== GIVEN DATA

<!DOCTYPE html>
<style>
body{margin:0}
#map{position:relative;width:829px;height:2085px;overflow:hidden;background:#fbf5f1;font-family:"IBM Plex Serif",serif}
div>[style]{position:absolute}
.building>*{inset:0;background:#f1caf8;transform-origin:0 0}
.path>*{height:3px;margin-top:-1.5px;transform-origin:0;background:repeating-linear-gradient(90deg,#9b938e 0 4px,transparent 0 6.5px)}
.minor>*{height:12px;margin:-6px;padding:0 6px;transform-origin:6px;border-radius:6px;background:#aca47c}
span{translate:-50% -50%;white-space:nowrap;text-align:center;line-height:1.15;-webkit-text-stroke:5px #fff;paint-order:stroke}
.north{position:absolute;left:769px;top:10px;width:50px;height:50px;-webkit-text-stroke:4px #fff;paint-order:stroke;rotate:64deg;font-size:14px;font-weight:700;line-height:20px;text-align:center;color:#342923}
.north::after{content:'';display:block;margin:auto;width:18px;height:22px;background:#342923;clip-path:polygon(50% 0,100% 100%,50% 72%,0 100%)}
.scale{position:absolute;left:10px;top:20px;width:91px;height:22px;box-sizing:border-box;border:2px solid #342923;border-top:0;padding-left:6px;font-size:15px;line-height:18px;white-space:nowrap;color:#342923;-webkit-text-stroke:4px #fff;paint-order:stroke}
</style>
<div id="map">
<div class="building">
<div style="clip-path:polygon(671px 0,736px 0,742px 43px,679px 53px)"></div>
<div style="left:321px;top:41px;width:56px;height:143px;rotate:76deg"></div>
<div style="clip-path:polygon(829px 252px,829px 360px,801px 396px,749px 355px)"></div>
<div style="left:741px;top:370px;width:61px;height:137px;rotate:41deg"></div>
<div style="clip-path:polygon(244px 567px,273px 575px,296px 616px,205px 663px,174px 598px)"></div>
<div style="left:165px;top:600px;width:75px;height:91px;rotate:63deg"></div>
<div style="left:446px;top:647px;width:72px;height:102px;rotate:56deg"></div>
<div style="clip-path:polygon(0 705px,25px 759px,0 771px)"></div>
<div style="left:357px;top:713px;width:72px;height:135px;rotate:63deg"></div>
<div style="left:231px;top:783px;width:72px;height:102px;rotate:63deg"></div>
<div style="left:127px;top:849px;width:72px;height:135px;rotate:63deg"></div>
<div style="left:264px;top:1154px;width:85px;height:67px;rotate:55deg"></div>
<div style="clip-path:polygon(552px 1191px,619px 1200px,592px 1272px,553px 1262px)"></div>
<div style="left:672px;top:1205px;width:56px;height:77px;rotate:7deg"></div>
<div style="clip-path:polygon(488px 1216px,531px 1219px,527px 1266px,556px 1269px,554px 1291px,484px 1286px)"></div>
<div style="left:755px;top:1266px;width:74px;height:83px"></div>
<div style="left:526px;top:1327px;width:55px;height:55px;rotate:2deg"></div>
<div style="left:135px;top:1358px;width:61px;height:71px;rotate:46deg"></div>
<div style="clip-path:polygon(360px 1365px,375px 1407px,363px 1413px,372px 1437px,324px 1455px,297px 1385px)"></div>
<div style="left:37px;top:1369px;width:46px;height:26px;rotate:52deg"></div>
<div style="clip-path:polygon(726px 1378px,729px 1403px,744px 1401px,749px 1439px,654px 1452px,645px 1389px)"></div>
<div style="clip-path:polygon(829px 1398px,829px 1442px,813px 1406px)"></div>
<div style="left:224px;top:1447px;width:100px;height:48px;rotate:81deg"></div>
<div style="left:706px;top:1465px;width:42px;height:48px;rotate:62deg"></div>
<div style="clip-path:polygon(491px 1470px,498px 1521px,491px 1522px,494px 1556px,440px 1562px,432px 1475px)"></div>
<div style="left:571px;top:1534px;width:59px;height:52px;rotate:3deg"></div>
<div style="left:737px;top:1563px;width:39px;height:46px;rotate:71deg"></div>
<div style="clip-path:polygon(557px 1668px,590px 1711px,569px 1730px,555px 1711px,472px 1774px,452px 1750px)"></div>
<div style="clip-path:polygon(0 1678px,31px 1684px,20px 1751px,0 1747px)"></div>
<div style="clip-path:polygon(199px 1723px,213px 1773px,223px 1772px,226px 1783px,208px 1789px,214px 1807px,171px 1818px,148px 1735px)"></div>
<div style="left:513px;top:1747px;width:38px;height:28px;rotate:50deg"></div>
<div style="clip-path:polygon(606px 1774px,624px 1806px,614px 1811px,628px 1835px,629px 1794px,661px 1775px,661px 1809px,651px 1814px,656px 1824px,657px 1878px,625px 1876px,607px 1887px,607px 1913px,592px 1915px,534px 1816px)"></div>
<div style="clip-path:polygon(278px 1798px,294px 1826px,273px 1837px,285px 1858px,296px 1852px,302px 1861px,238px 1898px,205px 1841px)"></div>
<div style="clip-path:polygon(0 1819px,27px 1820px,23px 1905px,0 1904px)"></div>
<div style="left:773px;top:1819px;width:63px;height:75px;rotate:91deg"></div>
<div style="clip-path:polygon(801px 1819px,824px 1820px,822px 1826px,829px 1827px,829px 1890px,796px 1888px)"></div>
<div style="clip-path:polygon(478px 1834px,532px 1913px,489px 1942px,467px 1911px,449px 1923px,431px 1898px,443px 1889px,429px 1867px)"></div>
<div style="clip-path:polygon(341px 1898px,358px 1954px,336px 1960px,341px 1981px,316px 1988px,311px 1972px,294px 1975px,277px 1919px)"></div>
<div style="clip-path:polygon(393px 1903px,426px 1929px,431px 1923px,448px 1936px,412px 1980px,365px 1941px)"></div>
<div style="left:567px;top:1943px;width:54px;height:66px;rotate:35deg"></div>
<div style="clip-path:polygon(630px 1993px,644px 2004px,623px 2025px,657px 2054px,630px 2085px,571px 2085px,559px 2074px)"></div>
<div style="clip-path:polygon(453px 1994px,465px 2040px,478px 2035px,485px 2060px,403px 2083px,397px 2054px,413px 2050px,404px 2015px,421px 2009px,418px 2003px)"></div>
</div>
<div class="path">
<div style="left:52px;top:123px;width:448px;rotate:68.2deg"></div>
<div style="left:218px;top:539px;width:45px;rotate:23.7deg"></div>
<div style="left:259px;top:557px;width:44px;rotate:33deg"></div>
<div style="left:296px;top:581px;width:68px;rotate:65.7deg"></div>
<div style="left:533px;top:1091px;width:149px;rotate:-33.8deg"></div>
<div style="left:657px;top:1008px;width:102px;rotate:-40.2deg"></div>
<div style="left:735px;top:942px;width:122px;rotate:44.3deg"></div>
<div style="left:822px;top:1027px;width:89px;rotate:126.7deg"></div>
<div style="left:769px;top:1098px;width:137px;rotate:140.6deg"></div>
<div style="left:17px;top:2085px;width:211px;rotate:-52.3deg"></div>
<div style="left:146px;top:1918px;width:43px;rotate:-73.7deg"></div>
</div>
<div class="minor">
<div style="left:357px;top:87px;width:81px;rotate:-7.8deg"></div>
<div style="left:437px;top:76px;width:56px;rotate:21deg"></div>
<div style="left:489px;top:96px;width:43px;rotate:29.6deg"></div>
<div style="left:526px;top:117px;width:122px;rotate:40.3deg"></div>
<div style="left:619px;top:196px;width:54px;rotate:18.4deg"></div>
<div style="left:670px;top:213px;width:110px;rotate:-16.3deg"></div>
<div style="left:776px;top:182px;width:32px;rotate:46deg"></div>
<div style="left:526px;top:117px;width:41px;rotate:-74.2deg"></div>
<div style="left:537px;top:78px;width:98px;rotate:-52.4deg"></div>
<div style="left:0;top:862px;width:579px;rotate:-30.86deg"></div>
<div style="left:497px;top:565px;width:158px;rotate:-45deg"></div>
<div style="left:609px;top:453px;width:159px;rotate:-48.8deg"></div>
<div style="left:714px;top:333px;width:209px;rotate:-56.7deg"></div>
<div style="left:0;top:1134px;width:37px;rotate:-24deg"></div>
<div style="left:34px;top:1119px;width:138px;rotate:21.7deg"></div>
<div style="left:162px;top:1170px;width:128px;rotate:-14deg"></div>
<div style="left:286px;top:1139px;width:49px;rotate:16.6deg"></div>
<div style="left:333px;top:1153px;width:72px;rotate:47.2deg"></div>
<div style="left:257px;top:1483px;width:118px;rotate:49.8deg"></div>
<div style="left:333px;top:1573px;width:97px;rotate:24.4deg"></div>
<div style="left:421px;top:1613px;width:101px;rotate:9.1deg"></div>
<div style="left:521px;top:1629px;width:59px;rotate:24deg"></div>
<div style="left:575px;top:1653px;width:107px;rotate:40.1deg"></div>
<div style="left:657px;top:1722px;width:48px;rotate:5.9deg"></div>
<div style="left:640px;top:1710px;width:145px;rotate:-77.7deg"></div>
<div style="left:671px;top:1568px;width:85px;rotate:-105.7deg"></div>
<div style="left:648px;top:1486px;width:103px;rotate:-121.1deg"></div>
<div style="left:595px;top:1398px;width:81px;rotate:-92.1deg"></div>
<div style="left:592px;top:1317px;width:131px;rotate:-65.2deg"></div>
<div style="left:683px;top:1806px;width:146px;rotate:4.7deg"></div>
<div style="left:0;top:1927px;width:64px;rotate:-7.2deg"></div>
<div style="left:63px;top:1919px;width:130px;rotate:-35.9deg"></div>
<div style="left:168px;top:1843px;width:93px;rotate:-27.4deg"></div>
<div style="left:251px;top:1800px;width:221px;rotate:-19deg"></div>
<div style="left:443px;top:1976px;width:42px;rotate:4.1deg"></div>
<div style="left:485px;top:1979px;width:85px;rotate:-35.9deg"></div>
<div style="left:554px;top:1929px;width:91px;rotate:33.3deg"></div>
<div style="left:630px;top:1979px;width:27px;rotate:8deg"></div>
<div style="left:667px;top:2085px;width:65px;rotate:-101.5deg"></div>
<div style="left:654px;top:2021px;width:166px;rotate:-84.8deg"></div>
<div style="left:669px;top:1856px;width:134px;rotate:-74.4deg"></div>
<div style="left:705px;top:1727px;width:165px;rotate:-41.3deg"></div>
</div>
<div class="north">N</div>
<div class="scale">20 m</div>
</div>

====

▶ _HOW TO COMPLETE THIS TASK_:
Exactly repeat the lines above, from the opening line through the one with "0,100% 100%,50% 72%,0", and include nothing else.

▶ _OUTPUT OF THE EXERCISE_:
<!DOCTYPE html>
<style>
body{margin:0}
#map{position:relative;width:829px;height:2085px;overflow:hidden;background:#fbf5f1;font-family:"IBM Plex Serif",serif}
div>[style]{position:absolute}
.building>*{inset:0;background:#f1caf8;transform-origin:0 0}
.path>*{height:3px;margin-top:-1.5px;transform-origin:0;background:repeating-linear-gradient(90deg,#9b938e 0 4px,transparent 0 6.5px)}
.minor>*{height:12px;margin:-6px;padding:0 6px;transform-origin:6px;border-radius:6px;background:#aca47c}
span{translate:-50% -50%;white-space:nowrap;text-align:center;line-height:1.15;-webkit-text-stroke:5px #fff;paint-order:stroke}
.north{position:absolute;left:769px;top:10px;width:50px;height:50px;-webkit-text-stroke:4px #fff;paint-order:stroke;rotate:64deg;font-size:14px;font-weight:700;line-height:20px;text-align:center;color:#342923}
.north::after{content:'';display:block;margin:auto;width:18px;height:22px;background:#342923;clip-path:polygon(50% 0,100% 100%,50% 72%,0 100%)}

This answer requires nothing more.